--- ACTIVITY ---
Please copy out every line in the records below that includes the word "roads".

###

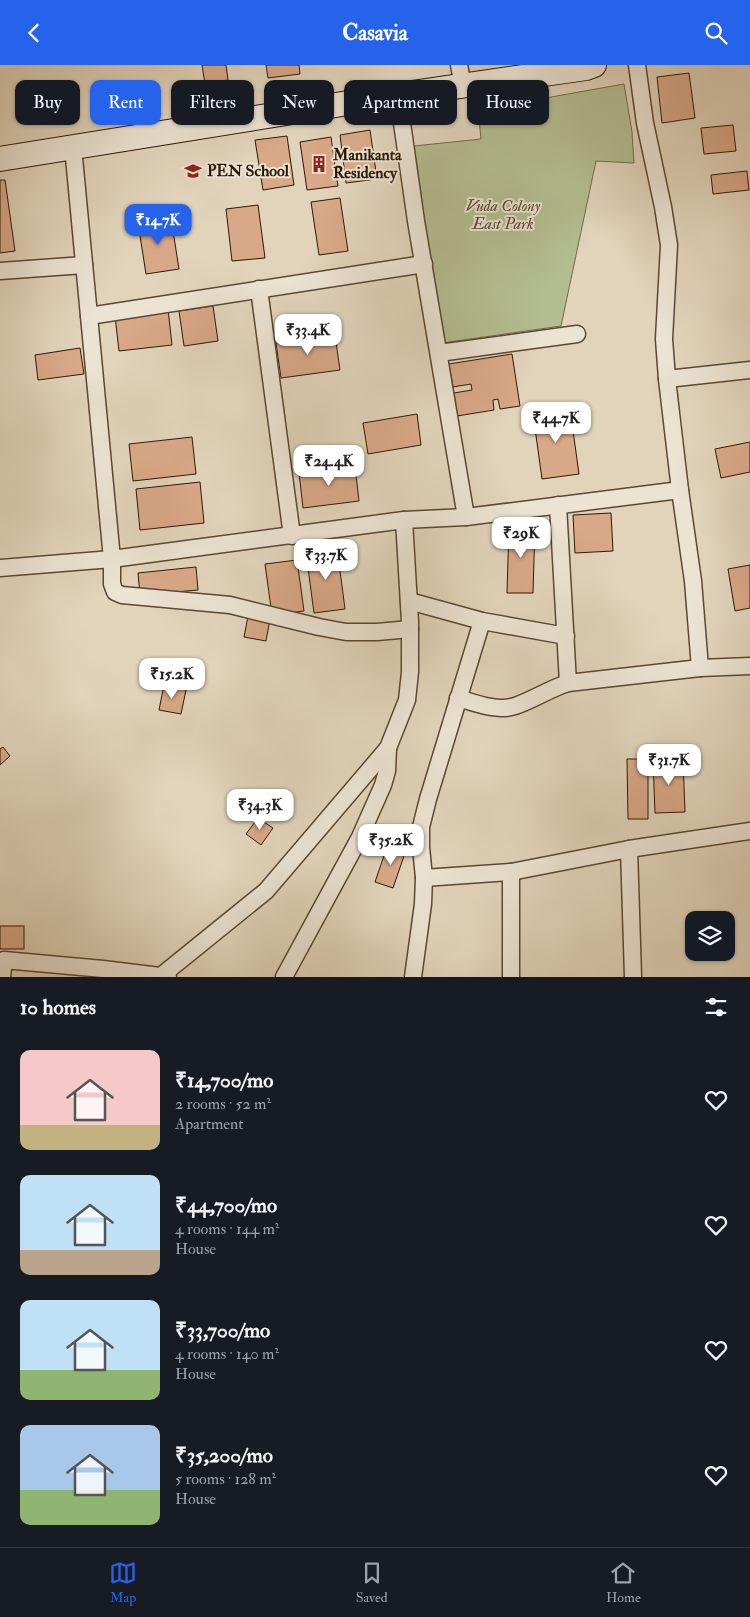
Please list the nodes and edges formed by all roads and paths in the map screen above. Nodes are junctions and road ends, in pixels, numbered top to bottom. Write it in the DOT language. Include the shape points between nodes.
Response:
graph roads {
  1 [pos="594,65"];
  2 [pos="637,65"];
  3 [pos="461,75"];
  4 [pos="445,80"];
  5 [pos="344,104"];
  6 [pos="403,125"];
  7 [pos="72,147"];
  8 [pos="0,159"];
  9 [pos="424,264"];
  10 [pos="84,265"];
  11 [pos="0,271"];
  12 [pos="258,289"];
  13 [pos="88,316"];
  14 [pos="576,334"];
  15 [pos="439,353"];
  16 [pos="750,370"];
  17 [pos="667,379"];
  18 [pos="680,490"];
  19 [pos="558,505"];
  20 [pos="466,517"];
  21 [pos="404,520"];
  22 [pos="292,536"];
  23 [pos="112,559"];
  24 [pos="0,568"];
  25 [pos="409,601"];
  26 [pos="482,621"];
  27 [pos="410,629"];
  28 [pos="566,636"];
  29 [pos="750,666"];
  30 [pos="700,668"];
  31 [pos="568,683"];
  32 [pos="458,698"];
  33 [pos="388,748"];
  34 [pos="750,831"];
  35 [pos="629,849"];
  36 [pos="511,872"];
  37 [pos="424,878"];
  38 [pos="2,960"];
  39 [pos="2,977"];
  40 [pos="164,977"];
  41 [pos="284,977"];
  42 [pos="413,977"];
  43 [pos="511,977"];
  44 [pos="633,977"];
  1 -- 3 [label="main road"];
  2 -- 17 [label="street" via="669,245 664,339"];
  3 -- 4 [label="main road"];
  5 -- 7 [label="main road"];
  6 -- 9 [label="street"];
  7 -- 8 [label="main road"];
  7 -- 10 [label="street"];
  9 -- 12 [label="street"];
  9 -- 15 [label="street"];
  10 -- 11 [label="street"];
  10 -- 13 [label="street"];
  12 -- 13 [label="street"];
  12 -- 22 [label="street"];
  13 -- 23 [label="street"];
  14 -- 15 [label="street"];
  15 -- 20 [label="street"];
  16 -- 17 [label="street"];
  17 -- 18 [label="street"];
  18 -- 19 [label="street"];
  18 -- 30 [label="street" via="694,581"];
  19 -- 20 [label="street"];
  19 -- 28 [label="street"];
  20 -- 21 [label="street"];
  21 -- 22 [label="street"];
  21 -- 25 [label="street"];
  22 -- 23 [label="street"];
  23 -- 24 [label="street"];
  23 -- 27 [label="street" via="112,584 115,592 122,595 230,605 346,632"];
  25 -- 26 [label="street"];
  25 -- 27 [label="street"];
  26 -- 28 [label="street"];
  26 -- 32 [label="street"];
  27 -- 33 [label="street" via="407,700"];
  28 -- 31 [label="street"];
  29 -- 30 [label="street"];
  30 -- 31 [label="street"];
  31 -- 32 [label="street" via="513,707 486,706"];
  32 -- 37 [label="street" via="421,827"];
  33 -- 40 [label="street" via="266,891"];
  33 -- 41 [label="street" via="383,785 360,837"];
  34 -- 35 [label="street"];
  35 -- 36 [label="street"];
  35 -- 44 [label="street"];
  36 -- 37 [label="street"];
  36 -- 43 [label="street"];
  37 -- 42 [label="street"];
  38 -- 39 [label="street"];
  38 -- 40 [label="street"];
}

###

--- EXPECTED OUTPUT ---
Please list the nodes and edges formed by all roads and paths in the map screen above. Nodes are junctions and road ends, in pixels, numbered top to bottom. Write it in the DOT language. Include the shape points between nodes.
graph roads {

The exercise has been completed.